* [Exercise]:
List all the lines in these records that hold "wrist".

* * * * * * *

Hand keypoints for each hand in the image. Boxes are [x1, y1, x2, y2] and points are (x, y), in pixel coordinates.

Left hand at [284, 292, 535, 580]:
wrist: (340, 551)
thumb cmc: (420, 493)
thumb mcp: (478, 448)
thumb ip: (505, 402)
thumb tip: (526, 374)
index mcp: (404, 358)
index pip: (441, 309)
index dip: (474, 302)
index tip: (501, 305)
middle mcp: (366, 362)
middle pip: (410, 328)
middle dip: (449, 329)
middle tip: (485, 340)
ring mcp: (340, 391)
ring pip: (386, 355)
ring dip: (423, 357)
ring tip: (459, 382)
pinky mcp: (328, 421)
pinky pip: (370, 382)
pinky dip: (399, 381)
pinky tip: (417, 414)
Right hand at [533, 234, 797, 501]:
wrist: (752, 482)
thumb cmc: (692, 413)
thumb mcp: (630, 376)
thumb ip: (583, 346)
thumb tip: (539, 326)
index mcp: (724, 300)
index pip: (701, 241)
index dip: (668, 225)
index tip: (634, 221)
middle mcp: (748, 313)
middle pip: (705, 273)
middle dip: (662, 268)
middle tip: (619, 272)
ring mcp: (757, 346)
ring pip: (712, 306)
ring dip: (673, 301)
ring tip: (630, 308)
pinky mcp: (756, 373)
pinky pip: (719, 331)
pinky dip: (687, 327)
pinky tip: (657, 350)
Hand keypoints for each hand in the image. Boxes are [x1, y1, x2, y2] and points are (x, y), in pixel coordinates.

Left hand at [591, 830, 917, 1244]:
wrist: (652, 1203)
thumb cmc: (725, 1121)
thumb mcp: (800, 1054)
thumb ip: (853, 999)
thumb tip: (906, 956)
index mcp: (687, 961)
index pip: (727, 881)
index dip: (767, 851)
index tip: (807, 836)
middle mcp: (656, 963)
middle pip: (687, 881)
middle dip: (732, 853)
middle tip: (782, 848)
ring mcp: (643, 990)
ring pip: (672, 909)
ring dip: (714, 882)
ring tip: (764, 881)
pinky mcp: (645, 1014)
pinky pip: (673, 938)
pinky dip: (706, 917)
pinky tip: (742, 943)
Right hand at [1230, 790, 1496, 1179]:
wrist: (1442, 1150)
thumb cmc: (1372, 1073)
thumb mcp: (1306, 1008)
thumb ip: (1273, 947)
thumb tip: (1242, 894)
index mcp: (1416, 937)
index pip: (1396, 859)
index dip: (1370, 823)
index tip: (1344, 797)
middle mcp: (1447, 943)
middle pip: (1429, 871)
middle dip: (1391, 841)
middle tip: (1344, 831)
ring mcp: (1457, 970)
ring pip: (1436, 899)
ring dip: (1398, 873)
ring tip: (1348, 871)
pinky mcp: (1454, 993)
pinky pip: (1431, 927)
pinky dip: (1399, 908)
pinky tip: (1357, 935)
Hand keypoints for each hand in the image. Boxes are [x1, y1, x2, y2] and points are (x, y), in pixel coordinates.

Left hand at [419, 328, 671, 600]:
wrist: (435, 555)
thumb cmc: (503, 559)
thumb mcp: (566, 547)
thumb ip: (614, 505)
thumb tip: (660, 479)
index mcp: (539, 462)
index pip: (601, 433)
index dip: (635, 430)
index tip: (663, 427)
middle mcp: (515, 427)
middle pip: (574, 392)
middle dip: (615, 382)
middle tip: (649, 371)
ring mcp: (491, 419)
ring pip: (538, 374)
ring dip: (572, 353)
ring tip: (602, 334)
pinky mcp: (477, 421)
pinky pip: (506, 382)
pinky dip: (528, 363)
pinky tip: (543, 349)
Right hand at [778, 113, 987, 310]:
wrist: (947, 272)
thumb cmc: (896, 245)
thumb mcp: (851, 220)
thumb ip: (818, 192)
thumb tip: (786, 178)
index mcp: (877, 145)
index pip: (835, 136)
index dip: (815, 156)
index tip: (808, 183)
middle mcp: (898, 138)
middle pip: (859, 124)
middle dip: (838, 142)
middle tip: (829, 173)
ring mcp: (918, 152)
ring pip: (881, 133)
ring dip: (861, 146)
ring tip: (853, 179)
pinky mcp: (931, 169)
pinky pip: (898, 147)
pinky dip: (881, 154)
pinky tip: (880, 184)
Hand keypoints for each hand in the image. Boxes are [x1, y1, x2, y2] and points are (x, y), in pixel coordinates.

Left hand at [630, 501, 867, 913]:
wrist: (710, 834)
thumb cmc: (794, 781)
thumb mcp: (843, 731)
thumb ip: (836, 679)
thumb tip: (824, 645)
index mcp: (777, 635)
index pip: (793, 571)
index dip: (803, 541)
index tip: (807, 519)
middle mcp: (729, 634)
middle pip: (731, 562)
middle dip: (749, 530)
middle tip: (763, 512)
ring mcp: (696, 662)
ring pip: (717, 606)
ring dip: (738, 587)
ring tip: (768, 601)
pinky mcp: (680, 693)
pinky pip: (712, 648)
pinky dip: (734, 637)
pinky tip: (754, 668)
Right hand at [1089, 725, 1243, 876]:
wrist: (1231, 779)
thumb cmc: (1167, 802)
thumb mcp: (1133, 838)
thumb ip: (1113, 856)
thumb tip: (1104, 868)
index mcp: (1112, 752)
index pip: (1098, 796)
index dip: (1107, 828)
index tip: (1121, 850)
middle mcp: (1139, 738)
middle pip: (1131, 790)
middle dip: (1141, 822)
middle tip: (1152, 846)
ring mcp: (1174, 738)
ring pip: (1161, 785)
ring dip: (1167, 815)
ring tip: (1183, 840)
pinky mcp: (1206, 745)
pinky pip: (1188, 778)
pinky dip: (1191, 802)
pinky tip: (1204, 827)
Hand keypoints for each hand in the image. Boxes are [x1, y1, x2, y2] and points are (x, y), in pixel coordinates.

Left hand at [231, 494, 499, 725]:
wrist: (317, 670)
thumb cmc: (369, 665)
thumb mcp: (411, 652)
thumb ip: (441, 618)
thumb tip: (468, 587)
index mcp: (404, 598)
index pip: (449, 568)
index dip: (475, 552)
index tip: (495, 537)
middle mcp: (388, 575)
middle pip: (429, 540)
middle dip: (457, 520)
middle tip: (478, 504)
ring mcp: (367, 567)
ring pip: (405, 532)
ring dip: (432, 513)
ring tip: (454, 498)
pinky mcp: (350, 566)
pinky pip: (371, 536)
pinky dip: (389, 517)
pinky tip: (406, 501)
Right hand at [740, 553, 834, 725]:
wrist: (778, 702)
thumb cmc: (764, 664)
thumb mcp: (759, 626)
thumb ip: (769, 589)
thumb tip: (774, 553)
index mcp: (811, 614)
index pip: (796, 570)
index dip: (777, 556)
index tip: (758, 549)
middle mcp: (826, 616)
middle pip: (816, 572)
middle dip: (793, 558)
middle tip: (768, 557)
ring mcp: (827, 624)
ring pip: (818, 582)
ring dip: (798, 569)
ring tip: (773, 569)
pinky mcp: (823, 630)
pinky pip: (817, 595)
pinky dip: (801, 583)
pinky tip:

* * * * * * *

* [Solution for this problem]:
wrist: (340, 551)
wrist: (752, 482)
wrist: (652, 1203)
wrist: (1442, 1150)
wrist: (435, 555)
wrist: (947, 272)
wrist: (710, 834)
wrist: (1231, 779)
wrist: (317, 670)
wrist: (778, 702)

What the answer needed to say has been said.